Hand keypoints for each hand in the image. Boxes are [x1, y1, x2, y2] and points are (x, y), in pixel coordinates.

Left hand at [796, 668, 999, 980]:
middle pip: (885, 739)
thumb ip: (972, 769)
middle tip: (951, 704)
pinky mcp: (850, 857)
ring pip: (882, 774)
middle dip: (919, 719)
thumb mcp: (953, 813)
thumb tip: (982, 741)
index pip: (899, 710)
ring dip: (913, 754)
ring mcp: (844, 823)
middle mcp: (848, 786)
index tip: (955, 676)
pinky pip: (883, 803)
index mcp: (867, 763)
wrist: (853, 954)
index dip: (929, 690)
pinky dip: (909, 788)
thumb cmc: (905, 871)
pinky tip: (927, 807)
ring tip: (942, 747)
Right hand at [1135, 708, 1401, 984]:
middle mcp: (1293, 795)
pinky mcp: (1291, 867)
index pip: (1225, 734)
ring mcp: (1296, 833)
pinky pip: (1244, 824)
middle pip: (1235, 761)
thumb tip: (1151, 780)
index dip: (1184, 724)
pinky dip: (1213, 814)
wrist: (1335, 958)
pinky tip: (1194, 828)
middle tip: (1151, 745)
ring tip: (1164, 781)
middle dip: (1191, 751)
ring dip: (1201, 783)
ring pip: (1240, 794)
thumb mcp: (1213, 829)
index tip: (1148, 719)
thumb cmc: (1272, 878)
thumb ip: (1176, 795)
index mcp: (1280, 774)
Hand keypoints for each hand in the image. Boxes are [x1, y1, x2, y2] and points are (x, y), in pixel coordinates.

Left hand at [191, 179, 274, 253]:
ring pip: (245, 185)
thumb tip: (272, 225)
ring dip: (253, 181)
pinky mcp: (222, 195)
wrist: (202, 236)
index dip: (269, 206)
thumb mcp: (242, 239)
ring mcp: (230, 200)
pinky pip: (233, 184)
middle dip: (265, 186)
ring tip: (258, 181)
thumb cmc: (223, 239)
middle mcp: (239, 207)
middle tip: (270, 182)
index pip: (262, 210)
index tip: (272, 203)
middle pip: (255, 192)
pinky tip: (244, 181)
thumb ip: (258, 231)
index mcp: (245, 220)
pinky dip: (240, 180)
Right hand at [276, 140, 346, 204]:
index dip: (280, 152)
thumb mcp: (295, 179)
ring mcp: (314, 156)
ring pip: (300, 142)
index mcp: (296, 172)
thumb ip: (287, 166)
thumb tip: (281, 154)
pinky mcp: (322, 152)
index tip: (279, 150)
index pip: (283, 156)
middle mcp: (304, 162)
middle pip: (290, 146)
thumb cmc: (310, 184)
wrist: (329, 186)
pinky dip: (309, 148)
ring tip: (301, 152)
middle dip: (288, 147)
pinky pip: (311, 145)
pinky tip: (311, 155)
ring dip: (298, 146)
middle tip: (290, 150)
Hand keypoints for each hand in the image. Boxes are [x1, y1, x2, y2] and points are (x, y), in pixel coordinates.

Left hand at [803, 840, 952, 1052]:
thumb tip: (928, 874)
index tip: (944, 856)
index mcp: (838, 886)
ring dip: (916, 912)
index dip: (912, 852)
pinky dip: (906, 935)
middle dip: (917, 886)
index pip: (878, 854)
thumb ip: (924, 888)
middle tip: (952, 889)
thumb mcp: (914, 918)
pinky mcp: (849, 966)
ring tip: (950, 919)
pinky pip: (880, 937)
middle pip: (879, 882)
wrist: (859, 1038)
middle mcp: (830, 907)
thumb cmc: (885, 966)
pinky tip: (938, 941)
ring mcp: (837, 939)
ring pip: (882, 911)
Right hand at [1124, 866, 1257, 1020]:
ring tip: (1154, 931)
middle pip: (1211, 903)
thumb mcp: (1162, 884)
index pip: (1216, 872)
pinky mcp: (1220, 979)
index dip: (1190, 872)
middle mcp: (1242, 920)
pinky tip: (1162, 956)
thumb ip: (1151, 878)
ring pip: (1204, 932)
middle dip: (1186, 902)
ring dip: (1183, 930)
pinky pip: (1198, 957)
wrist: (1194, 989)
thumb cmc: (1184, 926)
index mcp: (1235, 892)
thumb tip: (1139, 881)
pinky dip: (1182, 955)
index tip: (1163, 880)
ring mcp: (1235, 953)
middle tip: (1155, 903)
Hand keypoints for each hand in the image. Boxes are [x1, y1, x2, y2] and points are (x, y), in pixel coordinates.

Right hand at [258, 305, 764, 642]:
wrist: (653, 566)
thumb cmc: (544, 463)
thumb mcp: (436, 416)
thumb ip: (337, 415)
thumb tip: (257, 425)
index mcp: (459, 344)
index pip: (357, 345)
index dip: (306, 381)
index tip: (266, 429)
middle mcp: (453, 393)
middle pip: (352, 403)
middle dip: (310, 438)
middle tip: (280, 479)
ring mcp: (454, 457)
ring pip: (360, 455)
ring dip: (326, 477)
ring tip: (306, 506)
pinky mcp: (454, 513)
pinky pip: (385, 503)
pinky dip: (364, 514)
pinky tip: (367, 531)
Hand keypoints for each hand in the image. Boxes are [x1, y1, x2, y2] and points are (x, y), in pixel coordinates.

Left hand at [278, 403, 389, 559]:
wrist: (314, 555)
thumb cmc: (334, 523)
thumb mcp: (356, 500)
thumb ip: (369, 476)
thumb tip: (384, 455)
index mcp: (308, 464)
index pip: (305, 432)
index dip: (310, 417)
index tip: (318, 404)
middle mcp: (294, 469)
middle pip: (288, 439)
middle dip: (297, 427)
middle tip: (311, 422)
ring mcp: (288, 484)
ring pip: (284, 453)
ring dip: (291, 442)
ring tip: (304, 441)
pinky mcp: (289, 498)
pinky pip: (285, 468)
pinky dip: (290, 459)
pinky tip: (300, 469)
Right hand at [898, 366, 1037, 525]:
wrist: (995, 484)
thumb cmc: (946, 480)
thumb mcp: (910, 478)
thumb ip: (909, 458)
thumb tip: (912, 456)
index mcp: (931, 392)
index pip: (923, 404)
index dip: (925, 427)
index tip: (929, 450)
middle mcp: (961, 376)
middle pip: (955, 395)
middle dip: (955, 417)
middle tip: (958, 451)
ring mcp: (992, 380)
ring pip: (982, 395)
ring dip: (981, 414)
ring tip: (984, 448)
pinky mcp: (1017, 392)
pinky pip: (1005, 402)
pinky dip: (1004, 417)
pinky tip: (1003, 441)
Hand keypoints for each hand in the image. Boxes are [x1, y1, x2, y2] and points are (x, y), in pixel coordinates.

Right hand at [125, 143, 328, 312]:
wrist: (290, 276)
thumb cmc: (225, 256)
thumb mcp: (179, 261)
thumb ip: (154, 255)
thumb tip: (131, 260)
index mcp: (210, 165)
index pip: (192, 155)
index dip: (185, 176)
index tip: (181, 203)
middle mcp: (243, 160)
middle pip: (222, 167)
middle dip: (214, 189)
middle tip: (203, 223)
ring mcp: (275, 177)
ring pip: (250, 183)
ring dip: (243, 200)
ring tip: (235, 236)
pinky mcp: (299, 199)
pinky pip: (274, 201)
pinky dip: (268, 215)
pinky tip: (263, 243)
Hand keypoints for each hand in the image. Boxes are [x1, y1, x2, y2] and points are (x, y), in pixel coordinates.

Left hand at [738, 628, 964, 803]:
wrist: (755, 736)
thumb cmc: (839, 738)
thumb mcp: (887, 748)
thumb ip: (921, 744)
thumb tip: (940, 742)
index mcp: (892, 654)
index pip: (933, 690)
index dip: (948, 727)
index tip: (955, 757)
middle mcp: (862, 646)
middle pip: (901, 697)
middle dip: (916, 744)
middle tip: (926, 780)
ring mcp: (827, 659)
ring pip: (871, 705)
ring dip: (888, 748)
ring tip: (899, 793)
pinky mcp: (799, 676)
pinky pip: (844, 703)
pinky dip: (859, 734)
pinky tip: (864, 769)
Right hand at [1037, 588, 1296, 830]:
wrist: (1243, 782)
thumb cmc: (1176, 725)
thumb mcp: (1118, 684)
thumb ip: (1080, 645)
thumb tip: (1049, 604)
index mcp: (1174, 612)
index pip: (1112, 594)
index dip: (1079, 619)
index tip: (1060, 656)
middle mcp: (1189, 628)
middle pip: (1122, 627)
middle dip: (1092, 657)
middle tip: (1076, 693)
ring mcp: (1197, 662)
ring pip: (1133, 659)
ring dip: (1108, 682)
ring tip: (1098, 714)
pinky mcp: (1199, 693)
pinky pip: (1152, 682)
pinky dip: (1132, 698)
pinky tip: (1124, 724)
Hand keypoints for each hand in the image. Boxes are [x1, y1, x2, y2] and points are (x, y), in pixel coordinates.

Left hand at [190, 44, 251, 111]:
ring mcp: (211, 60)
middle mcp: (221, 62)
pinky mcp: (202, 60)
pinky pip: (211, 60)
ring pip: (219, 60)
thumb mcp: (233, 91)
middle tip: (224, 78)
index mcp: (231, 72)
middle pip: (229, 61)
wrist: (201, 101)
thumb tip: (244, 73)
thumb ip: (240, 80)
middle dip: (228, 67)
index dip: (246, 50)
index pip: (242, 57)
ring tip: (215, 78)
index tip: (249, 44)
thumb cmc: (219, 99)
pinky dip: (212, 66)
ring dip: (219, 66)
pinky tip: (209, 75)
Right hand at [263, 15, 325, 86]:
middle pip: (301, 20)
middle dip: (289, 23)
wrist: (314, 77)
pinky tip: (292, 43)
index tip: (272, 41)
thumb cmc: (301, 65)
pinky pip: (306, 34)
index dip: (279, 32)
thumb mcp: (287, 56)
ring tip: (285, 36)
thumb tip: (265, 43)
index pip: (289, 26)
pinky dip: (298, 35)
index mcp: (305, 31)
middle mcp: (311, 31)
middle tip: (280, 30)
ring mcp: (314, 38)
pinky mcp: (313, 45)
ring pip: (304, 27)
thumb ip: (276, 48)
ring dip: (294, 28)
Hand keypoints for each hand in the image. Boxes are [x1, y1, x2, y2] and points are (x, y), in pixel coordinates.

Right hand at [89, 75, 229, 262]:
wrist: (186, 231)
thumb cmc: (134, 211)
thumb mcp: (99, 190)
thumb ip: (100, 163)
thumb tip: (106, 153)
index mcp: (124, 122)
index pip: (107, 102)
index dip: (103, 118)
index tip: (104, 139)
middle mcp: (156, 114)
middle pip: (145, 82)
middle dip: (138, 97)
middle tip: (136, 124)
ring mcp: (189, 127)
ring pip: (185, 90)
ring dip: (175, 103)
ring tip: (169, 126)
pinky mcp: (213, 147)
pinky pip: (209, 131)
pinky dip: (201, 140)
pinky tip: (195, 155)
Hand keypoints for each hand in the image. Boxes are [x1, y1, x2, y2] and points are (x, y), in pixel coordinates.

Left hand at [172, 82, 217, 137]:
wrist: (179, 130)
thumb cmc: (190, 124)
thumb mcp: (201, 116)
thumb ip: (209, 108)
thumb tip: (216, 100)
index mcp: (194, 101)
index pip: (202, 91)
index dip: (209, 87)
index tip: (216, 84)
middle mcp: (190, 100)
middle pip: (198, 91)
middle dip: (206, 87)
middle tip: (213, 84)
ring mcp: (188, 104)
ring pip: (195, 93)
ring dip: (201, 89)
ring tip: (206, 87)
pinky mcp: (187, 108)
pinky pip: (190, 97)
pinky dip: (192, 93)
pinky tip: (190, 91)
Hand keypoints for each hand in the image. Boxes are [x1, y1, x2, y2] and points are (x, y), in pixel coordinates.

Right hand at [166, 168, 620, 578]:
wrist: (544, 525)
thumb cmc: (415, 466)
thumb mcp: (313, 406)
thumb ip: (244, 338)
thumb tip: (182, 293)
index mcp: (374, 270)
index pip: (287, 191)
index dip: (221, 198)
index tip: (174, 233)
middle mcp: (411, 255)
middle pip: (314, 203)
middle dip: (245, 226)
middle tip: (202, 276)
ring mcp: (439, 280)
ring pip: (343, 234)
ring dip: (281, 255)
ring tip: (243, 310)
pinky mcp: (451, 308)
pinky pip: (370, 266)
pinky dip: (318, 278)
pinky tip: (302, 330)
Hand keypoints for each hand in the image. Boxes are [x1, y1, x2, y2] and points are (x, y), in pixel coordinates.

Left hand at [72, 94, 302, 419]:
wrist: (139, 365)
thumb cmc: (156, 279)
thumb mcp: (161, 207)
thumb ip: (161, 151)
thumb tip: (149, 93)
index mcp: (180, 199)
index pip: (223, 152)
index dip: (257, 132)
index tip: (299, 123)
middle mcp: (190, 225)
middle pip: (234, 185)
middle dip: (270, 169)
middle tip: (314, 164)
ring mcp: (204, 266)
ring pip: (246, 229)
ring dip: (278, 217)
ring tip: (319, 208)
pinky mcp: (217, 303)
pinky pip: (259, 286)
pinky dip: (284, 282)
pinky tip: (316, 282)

» **What to work on**: Print the lines above from the one with "thumb cmc: (334, 523)" through the one with "pinky pip: (285, 468)", both included, exactly as written and nothing more.

» **Your solution**:
thumb cmc: (334, 523)
thumb mcp: (356, 500)
thumb ip: (369, 476)
thumb tip: (384, 455)
index mcp: (308, 464)
index pip: (305, 432)
index dip: (310, 417)
index tip: (318, 404)
middle mcp: (294, 469)
middle pip: (288, 439)
middle dip: (297, 427)
middle tip: (311, 422)
ring mcp: (288, 484)
ring pip: (284, 453)
ring dip: (291, 442)
ring tip: (304, 441)
pinky mcp: (289, 498)
pinky pip: (285, 468)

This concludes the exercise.